(Stored items)
______________________________

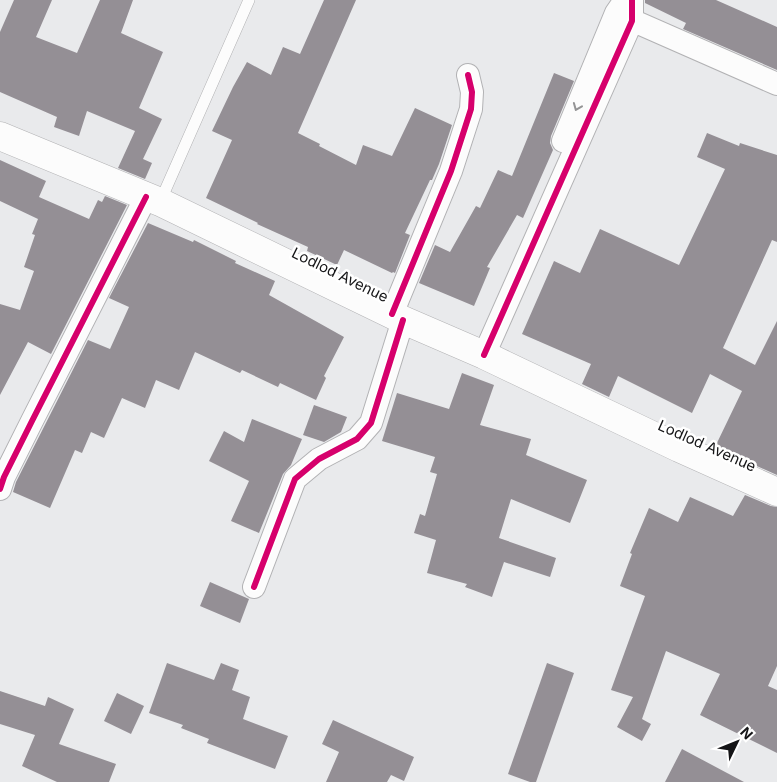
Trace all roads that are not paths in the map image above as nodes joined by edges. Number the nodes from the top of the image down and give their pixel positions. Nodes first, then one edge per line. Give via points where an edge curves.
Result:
1 (249, 0) edge
2 (626, 8) edge
3 (468, 75) dead end
4 (777, 84) edge
5 (0, 136) edge
6 (153, 199) junction
7 (397, 317) junction
8 (477, 352) junction
9 (0, 489) edge
10 (777, 492) edge
11 (254, 587) dead end

1 - 6 lane
2 - 4 street
2 - 8 street
3 - 7 street via 472,92 470,109
5 - 6 main road, Lodlod Avenue
6 - 7 main road, Lodlod Avenue
6 - 9 street via 16,453
7 - 8 main road, Lodlod Avenue
7 - 11 street via 371,423 357,440 319,459 295,479
8 - 10 main road, Lodlod Avenue

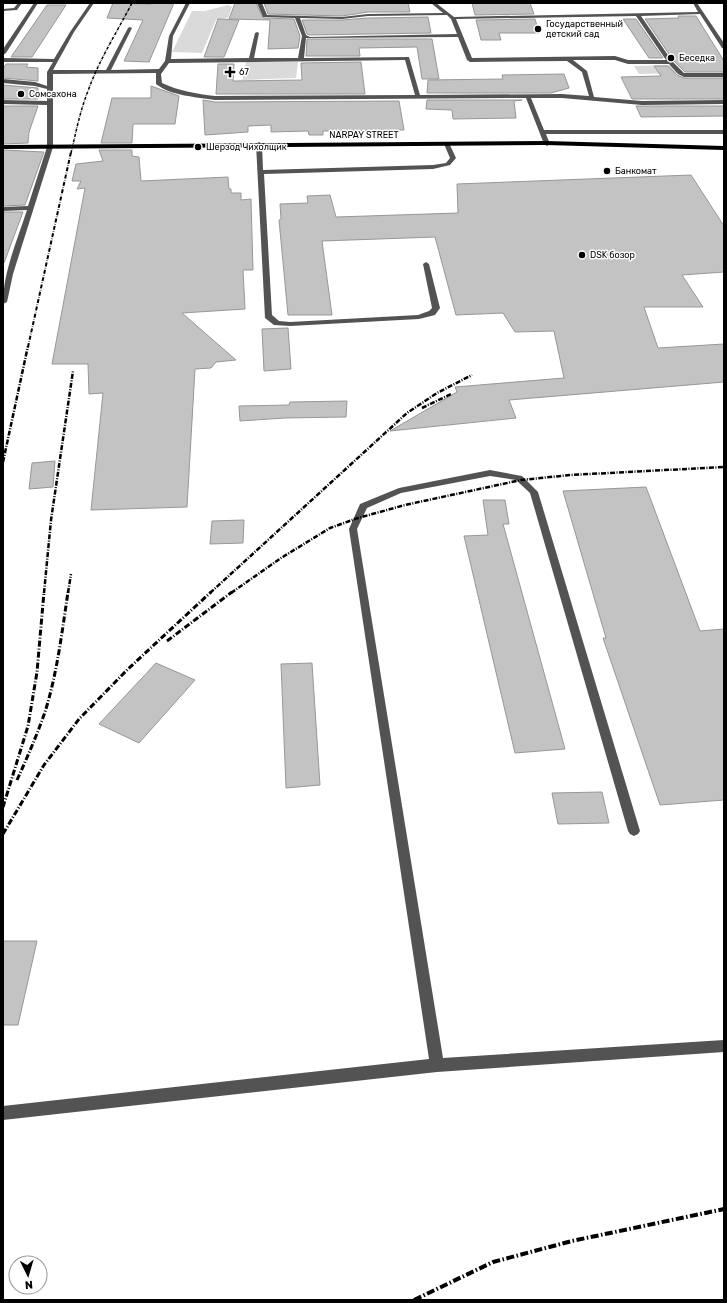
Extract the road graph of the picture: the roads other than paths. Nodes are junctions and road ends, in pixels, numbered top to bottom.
1 (20, 3) edge
2 (36, 3) edge
3 (92, 3) edge
4 (188, 3) edge
5 (259, 3) edge
6 (433, 3) edge
7 (695, 3) edge
8 (3, 10) edge
9 (700, 13) junction
10 (448, 14) junction
11 (638, 15) junction
12 (297, 17) junction
13 (453, 18) junction
14 (130, 28) dead end
15 (257, 34) dead end
16 (460, 35) junction
17 (304, 36) junction
18 (3, 38) edge
19 (13, 38) junction
20 (724, 47) edge
21 (3, 53) edge
22 (301, 58) junction
23 (251, 59) junction
24 (568, 59) junction
25 (3, 60) edge
26 (56, 61) junction
27 (168, 61) junction
28 (670, 62) junction
29 (161, 71) junction
30 (50, 72) junction
31 (108, 72) junction
32 (724, 75) edge
33 (3, 81) edge
34 (50, 88) junction
35 (528, 96) junction
36 (418, 97) junction
37 (592, 98) junction
38 (3, 102) edge
39 (724, 102) edge
40 (50, 103) junction
41 (542, 132) junction
42 (724, 132) edge
43 (259, 144) junction
44 (447, 144) junction
45 (547, 144) junction
46 (3, 147) edge
47 (50, 147) junction
48 (724, 148) edge
49 (261, 172) junction
50 (31, 208) junction
51 (3, 209) edge
52 (426, 264) dead end
53 (6, 274) edge
54 (3, 302) edge
55 (634, 831) dead end
56 (724, 1046) edge
57 (437, 1065) junction
58 (3, 1113) edge

1 - 8 street
2 - 19 street
3 - 26 street
4 - 27 street
5 - 12 street
6 - 10 street
7 - 9 street
9 - 11 street
9 - 20 street
10 - 12 street
10 - 13 street
11 - 13 street
11 - 28 street
12 - 17 street
13 - 16 street
14 - 31 street
15 - 23 street
16 - 17 street
16 - 24 street
17 - 22 street
18 - 19 street
19 - 21 street
22 - 23 street
22 - 36 street
23 - 27 street
24 - 28 street
24 - 37 street
25 - 26 street
26 - 30 street
27 - 29 street
28 - 32 street
29 - 31 street
29 - 36 street
30 - 31 street
30 - 34 street
33 - 34 street
34 - 40 street
35 - 36 street
35 - 37 street
35 - 41 street
37 - 39 street
38 - 40 street
40 - 47 street
41 - 42 street
41 - 45 street
43 - 44 main road, NARPAY STREET
43 - 47 main road, NARPAY STREET
43 - 49 street
44 - 45 main road, NARPAY STREET
44 - 49 street
45 - 48 main road, NARPAY STREET
46 - 47 main road, NARPAY STREET
47 - 50 street
49 - 52 street
50 - 51 street
50 - 53 street
53 - 54 street
55 - 57 street
56 - 57 street
57 - 58 street

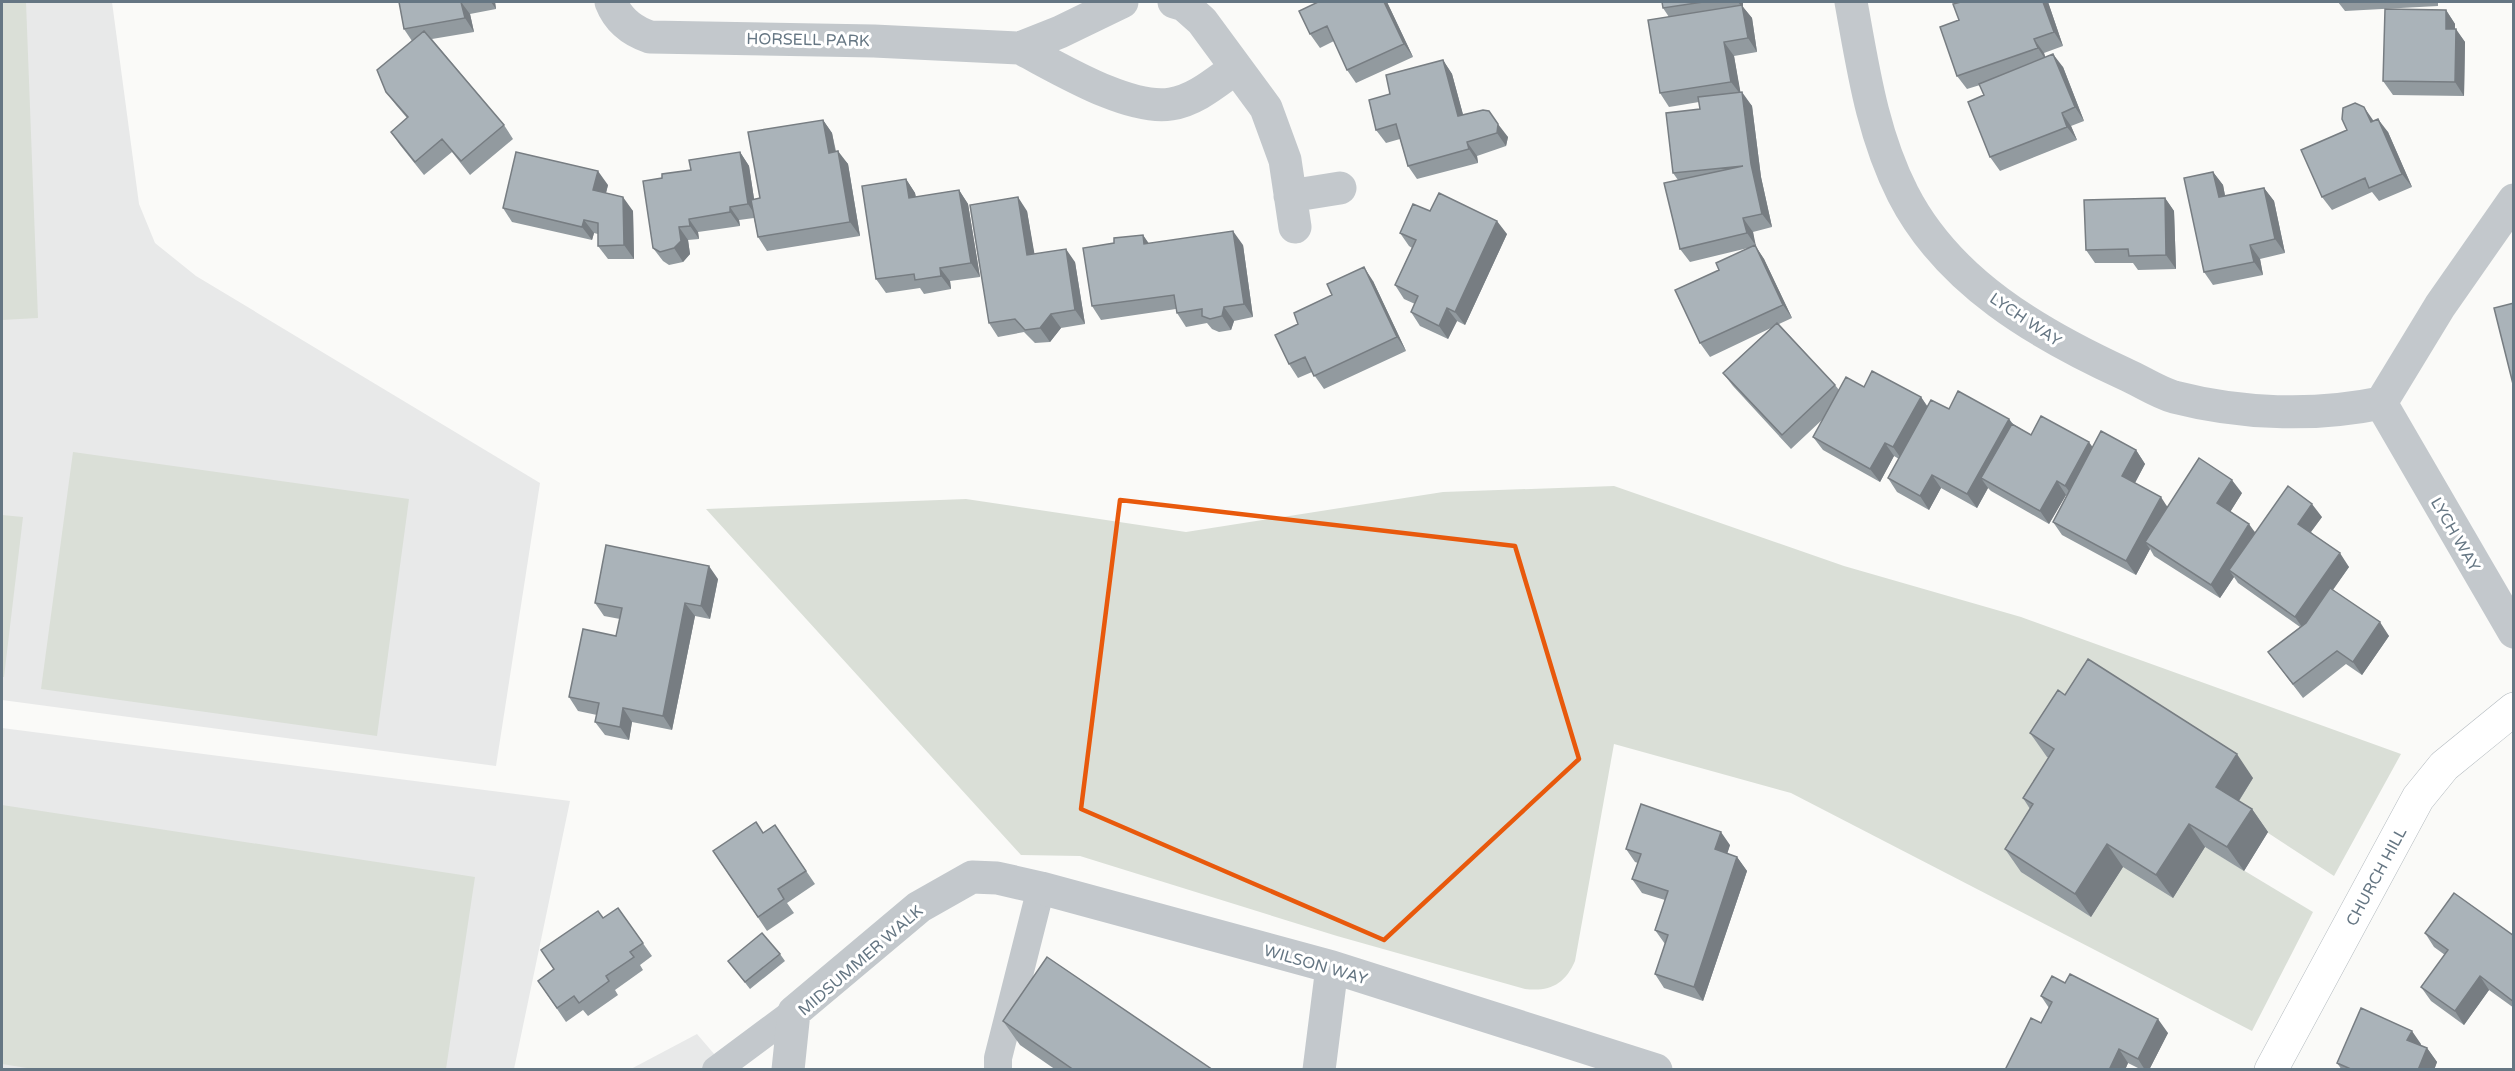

______________________________

**WORK TO COMPLETE**: If a line in the records above contains "roads", copy that line.

**ANSWER AREA**:
Trace all roads that are not paths in the map image above as nodes joined by edges. Number the nodes from the top of the image down and give their pixel positions. Nodes first, then one edge per line. Give via points where an edge curves.
Extract the road graph of the picture: the roads other than paths. Nodes are junctions and road ends, in pixels, numbered top to bottom.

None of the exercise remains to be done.